STORED DATA:
========================================================================
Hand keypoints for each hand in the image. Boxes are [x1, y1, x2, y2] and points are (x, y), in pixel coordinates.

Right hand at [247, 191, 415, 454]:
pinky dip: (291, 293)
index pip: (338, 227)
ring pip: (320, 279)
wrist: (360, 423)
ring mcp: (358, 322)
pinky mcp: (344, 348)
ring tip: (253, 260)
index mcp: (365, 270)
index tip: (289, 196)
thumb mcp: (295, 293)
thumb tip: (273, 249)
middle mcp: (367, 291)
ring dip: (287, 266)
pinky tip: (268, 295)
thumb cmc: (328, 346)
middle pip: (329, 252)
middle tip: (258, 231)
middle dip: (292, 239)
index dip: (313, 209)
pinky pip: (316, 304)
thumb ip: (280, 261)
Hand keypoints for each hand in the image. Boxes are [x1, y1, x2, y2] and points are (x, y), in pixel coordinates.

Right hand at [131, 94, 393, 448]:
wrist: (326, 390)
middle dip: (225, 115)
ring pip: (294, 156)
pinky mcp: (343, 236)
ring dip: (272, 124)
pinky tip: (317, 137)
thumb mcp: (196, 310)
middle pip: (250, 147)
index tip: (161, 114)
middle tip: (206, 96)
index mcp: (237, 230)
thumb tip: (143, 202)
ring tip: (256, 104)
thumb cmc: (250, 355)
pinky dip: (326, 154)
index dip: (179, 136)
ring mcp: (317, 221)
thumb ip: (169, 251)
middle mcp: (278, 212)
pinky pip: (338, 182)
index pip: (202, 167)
========================================================================
WHAT TO WORK ON: Retype the records above so that nothing differs from the original.

WRITTEN RESPONSE:
Hand keypoints for each hand in the image. Boxes are [x1, y1, x2, y2] and points are (x, y), in pixel coordinates.

Right hand at [247, 191, 415, 454]:
pinky dip: (291, 293)
index pip: (338, 227)
ring pip: (320, 279)
wrist: (360, 423)
ring mcp: (358, 322)
pinky mcp: (344, 348)
ring tip: (253, 260)
index mcp: (365, 270)
index tip: (289, 196)
thumb mcp: (295, 293)
thumb tip: (273, 249)
middle mcp: (367, 291)
ring dip: (287, 266)
pinky tip: (268, 295)
thumb cmc: (328, 346)
middle pip: (329, 252)
middle tip: (258, 231)
middle dip: (292, 239)
index dip: (313, 209)
pinky pip: (316, 304)
thumb ip: (280, 261)
Hand keypoints for each hand in the image. Boxes are [x1, y1, x2, y2] and points are (x, y), in pixel coordinates.

Right hand at [131, 94, 393, 448]:
wrist: (326, 390)
middle dip: (225, 115)
ring pip: (294, 156)
pinky mcp: (343, 236)
ring dip: (272, 124)
pinky tip: (317, 137)
thumb mcp: (196, 310)
middle pip: (250, 147)
index tip: (161, 114)
middle tip: (206, 96)
index mcp: (237, 230)
thumb tip: (143, 202)
ring tip: (256, 104)
thumb cmc: (250, 355)
pinky dip: (326, 154)
index dip: (179, 136)
ring mcp: (317, 221)
thumb ip: (169, 251)
middle mcp: (278, 212)
pinky pip: (338, 182)
index pip: (202, 167)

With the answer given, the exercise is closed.